Using Python

This page explains how to transfer data using Python scripting.

Data in Yoda is not directly accessible, you have to download data to the machine that contains your analysis software first. If you do your analysis with Python scripts anyway, for example on Snellius or Ada, it can be useful to script the data access and transfer as well.

Python iRODS Client

The Python iRODS Client (PRC) is the default way to access data in iRODS programatically.

Install

pip install python-irodsclient

Setting up a session to access Yoda

The easiest way to setup a session to Yoda is by using the information in the irods environment file.

The code below sets up a session using all the correct settings for Yoda:

import json
from irods.session import iRODSSession
from pathlib import Path
from getpass import getpass
import ssl

def get_irods_environment(irods_environment_file):
    """Reads the irods_environment.json file, which contains the environment configuration."""

    print(
        f"Trying to retrieve connection settings from: {irods_environment_file}"
    )

    try:
        with open(irods_environment_file, "r") as f:
            return json.load(f)
    except:
        print(f'Could not open {irods_environment_file}')
        exit()

def setup_session(ca_file='/etc/ssl/certs/ca-certificates.crt'):
    """Use irods environment files to configure a iRODSSession.
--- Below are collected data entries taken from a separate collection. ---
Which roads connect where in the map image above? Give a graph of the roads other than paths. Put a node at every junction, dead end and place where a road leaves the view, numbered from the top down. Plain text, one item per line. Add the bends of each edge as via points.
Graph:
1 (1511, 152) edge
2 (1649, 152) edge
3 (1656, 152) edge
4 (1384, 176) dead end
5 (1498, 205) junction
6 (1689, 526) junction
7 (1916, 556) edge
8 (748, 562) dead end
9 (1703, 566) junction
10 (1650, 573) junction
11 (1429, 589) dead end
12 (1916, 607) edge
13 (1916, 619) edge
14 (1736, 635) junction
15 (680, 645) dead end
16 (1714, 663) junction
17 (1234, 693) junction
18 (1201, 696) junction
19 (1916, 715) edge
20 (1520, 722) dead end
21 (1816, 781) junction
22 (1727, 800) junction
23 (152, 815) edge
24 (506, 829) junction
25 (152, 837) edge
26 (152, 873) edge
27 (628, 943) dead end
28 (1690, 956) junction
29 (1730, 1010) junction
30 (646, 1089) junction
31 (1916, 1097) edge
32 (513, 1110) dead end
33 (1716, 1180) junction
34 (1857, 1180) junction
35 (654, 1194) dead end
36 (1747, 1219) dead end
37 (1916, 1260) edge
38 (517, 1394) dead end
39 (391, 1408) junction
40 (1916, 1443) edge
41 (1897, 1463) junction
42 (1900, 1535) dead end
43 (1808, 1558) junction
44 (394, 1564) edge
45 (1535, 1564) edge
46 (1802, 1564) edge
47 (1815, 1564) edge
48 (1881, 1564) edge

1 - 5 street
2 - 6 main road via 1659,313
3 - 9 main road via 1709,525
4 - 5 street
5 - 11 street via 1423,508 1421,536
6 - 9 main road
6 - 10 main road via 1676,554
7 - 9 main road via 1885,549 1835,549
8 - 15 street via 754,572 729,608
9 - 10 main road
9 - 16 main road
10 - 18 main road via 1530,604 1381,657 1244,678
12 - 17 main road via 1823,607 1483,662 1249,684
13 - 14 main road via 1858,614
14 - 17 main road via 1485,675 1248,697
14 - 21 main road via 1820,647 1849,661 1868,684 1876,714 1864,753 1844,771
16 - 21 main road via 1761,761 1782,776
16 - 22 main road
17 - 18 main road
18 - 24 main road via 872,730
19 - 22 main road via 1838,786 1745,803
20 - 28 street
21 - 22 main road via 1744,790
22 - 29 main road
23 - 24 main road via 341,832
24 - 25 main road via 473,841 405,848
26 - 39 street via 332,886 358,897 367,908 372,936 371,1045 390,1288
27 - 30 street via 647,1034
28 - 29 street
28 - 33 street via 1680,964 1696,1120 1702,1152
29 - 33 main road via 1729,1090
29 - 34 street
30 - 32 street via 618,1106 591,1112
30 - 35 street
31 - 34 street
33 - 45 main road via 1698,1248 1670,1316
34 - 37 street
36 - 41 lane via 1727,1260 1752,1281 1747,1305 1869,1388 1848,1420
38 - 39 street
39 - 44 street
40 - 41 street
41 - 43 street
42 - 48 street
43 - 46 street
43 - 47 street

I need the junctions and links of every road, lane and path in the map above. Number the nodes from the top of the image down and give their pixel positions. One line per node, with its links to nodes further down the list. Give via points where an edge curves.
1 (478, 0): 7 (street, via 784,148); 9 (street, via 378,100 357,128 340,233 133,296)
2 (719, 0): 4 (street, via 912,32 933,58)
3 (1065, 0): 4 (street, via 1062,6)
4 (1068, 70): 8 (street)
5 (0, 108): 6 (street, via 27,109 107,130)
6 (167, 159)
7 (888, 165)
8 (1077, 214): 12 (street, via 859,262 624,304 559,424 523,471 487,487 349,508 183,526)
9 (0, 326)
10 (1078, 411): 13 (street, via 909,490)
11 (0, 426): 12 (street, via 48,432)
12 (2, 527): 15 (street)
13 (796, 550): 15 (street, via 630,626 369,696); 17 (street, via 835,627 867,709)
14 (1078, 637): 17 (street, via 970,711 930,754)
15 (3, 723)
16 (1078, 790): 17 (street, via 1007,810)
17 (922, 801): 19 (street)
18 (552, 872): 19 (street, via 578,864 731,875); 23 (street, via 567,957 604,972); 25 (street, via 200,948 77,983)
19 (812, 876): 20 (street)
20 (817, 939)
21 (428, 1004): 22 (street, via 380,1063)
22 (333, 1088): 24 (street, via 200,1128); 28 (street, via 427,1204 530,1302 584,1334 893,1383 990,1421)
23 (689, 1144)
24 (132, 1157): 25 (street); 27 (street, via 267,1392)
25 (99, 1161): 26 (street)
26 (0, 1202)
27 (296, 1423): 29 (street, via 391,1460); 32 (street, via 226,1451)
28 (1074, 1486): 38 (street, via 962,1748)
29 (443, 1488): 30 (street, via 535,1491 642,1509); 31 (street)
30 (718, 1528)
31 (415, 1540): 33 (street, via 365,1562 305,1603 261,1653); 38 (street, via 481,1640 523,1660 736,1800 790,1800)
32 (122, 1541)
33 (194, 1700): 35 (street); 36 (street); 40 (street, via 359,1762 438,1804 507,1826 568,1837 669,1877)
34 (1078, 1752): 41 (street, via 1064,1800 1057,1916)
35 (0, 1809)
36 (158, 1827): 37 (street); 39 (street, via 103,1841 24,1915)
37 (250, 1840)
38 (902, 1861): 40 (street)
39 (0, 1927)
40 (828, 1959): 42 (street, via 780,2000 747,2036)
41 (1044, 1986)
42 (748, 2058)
User is prompted for the password"""

    irods_env = get_irods_environment(f"{Path.home()}/.irods/irods_environment.json")

    password = getpass(f"Enter valid DAP for user {irods_env['irods_user_name']}: ")

    ssl_context = ssl.create_default_context(
        purpose=ssl.Purpose.SERVER_AUTH, cafile=ca_file, capath=None, cadata=None
    )

    ssl_settings = {
        "client_server_negotiation": "request_server_negotiation",
        "client_server_policy": "CS_NEG_REQUIRE",
        "encryption_algorithm": "AES-256-CBC",
        "encryption_key_size": 32,
        "encryption_num_hash_rounds": 16,
        "encryption_salt_size": 8,
        "ssl_context": ssl_context,
    }

    session = iRODSSession(
        host=irods_env["irods_host"],
        port=irods_env["irods_port"],
        user=irods_env["irods_user_name"],
        password=password,
        zone=irods_env["irods_zone_name"],
        authentication_scheme="pam_password",
        **ssl_settings,
    )

    return session

session=setup_session()

# workload
coll=session.collections.get(f"/{session.zone}/home")
for col in coll.subcollections:
    print(col.name)

More information

You can find more information on using the iRODS client in the README on github.

iBridges

The PRC can be hard to use, because it requires some prior knowledge on the structure and terminology used in iRODS. For this reason, developers at Utrecht University created iBridges, which makes it easier to do basic file and metadata manipulation in iRODS.

Installation

Installation is again as simple as:

pip install ibridges

Connecting

To connect you will need the irods environment file. iBridges expects the file to be in ~/.irods/irods_environment.json but you can point it to a different location.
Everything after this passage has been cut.